时间:2015-11-26 | 来源:漫心谷 | 作者:涯是客家人 | 点击:
“每个人的家乡都在沦陷”、“有些你熟悉的东西再也找不到了......你在家乡完全成了个陌生人”,想必这是当下许多人的共鸣,也许真的如同学所言,“回不去的,才是乡愁”。
   农夫说
   上周,漫心谷公号发出廖维康先生《龙田意像》后,农夫的同学读后写了一篇回忆小镇生活的文章,读来颇有共鸣。征得他同意,漫心谷分享给大家。

    按农夫的理解,龙田墟,只是一个地名、一个符号,或许,我来自华城,你来自丰良,他来自松口,她来自茶阳,因为相似的成长年代和环境,不同的墟镇,却有着相似的回忆。

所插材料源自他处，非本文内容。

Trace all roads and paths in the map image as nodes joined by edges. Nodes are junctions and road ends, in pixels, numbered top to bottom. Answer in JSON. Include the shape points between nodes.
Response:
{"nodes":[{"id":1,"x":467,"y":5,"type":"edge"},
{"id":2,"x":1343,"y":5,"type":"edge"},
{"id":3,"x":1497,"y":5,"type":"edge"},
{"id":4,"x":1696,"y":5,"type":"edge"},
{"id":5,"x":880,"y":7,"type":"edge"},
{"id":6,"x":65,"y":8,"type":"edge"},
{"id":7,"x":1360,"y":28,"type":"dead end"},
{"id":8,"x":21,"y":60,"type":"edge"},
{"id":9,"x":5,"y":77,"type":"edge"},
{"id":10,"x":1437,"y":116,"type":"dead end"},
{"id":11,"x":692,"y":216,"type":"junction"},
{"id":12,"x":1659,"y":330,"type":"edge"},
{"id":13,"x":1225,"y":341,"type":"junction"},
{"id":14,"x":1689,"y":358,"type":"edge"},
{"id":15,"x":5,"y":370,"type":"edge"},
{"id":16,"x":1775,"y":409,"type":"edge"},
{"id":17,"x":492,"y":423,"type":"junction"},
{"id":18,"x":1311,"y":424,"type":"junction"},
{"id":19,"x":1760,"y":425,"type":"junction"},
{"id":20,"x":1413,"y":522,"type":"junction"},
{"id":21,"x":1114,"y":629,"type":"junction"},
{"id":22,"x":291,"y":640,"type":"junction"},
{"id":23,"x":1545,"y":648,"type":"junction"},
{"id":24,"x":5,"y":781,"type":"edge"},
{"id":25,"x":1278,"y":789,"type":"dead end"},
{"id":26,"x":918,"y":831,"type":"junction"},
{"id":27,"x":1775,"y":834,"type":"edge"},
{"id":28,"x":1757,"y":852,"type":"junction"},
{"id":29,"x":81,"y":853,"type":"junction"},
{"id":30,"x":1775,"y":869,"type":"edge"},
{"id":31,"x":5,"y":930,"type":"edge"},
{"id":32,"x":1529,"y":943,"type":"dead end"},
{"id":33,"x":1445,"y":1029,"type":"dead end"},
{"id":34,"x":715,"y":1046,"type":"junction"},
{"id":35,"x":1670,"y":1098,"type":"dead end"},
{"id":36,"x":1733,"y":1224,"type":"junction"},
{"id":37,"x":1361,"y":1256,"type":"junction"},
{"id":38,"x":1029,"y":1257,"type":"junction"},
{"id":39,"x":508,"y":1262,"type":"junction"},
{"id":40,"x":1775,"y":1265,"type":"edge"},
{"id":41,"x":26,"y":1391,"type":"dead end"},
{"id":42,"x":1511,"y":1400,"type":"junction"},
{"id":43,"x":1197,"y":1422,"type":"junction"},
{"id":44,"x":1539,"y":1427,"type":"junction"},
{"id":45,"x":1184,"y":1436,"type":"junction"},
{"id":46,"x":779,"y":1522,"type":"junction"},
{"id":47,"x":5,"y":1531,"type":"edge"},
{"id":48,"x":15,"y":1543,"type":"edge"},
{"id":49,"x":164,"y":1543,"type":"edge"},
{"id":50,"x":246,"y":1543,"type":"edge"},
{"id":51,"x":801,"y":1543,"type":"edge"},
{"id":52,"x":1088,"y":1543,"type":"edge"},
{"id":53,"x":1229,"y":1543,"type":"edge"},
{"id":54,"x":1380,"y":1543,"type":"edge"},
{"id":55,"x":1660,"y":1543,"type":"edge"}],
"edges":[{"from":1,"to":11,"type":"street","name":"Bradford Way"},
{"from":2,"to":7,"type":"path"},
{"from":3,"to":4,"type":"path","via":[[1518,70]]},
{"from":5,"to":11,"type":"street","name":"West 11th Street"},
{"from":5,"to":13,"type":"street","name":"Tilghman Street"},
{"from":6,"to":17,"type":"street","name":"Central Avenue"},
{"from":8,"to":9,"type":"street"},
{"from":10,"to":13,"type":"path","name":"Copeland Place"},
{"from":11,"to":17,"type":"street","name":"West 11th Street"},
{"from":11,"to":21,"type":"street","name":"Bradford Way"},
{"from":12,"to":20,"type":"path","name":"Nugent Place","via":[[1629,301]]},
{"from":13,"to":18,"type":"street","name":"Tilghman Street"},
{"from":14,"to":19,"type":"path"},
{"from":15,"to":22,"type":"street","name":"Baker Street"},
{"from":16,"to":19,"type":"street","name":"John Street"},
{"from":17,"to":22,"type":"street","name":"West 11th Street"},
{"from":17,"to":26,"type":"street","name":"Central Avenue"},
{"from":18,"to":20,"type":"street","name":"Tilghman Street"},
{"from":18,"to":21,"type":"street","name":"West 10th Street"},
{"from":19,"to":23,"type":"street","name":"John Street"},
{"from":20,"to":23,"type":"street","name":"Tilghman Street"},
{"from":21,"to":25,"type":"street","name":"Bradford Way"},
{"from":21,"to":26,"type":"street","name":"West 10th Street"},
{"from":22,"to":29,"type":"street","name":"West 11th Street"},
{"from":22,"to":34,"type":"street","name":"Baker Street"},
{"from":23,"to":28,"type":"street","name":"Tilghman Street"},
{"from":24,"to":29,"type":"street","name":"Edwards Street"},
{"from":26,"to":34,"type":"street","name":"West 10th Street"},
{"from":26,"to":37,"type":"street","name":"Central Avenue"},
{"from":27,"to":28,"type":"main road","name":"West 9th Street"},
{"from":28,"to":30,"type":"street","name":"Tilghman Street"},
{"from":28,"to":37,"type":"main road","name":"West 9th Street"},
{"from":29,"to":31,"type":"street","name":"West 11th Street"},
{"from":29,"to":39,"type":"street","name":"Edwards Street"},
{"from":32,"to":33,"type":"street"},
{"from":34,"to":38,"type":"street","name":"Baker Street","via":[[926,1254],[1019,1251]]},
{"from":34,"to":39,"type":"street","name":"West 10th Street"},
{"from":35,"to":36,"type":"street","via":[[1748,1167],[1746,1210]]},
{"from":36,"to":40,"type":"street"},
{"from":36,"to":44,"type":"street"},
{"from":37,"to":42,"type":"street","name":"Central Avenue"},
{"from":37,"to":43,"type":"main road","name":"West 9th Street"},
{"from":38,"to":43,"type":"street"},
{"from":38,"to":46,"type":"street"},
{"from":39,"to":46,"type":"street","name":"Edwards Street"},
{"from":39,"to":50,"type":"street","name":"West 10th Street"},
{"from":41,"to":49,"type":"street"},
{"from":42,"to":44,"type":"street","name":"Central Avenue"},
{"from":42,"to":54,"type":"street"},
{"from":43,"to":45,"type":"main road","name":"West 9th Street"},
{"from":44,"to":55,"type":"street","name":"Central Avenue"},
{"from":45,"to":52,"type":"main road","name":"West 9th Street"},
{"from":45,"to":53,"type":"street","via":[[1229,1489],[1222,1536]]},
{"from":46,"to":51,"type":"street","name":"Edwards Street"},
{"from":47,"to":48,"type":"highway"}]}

   “每个人的家乡都在沦陷”、“有些你熟悉的东西再也找不到了......你在家乡完全成了个陌生人”,想必这是当下许多人的共鸣,也许真的如同学所言,“回不去的,才是乡愁”。

    回不去的,才是乡愁!
    读完漫心谷发的《龙田意像》,心情不免有些激动,儿时记忆的片段瞬间打开,往事恍惚就在眼前。
    很多时候,新认识的朋友见面,一般会问“你是哪里人?”,如果是同县市的,一般会追问哪个乡镇。这个时候,我往往是回答“兴宁合水的”,其实合水虽然是我的老家,却从未在那常住过。真正要算起来,龙田墟和兴城一零六大院,才是在梅州、在兴宁住的最久的地方。
    1984年,九岁的我,怀着忐忑不安的心情,恋恋不舍地离开龙田到县城上学。转眼之间已入不惑之年,回首龙田生活的九年时光,不可谓不长。

    康叔文中龙田的历史,在我儿时是没有什么感知的。记忆中最深刻的,反而是一些琐碎的小事。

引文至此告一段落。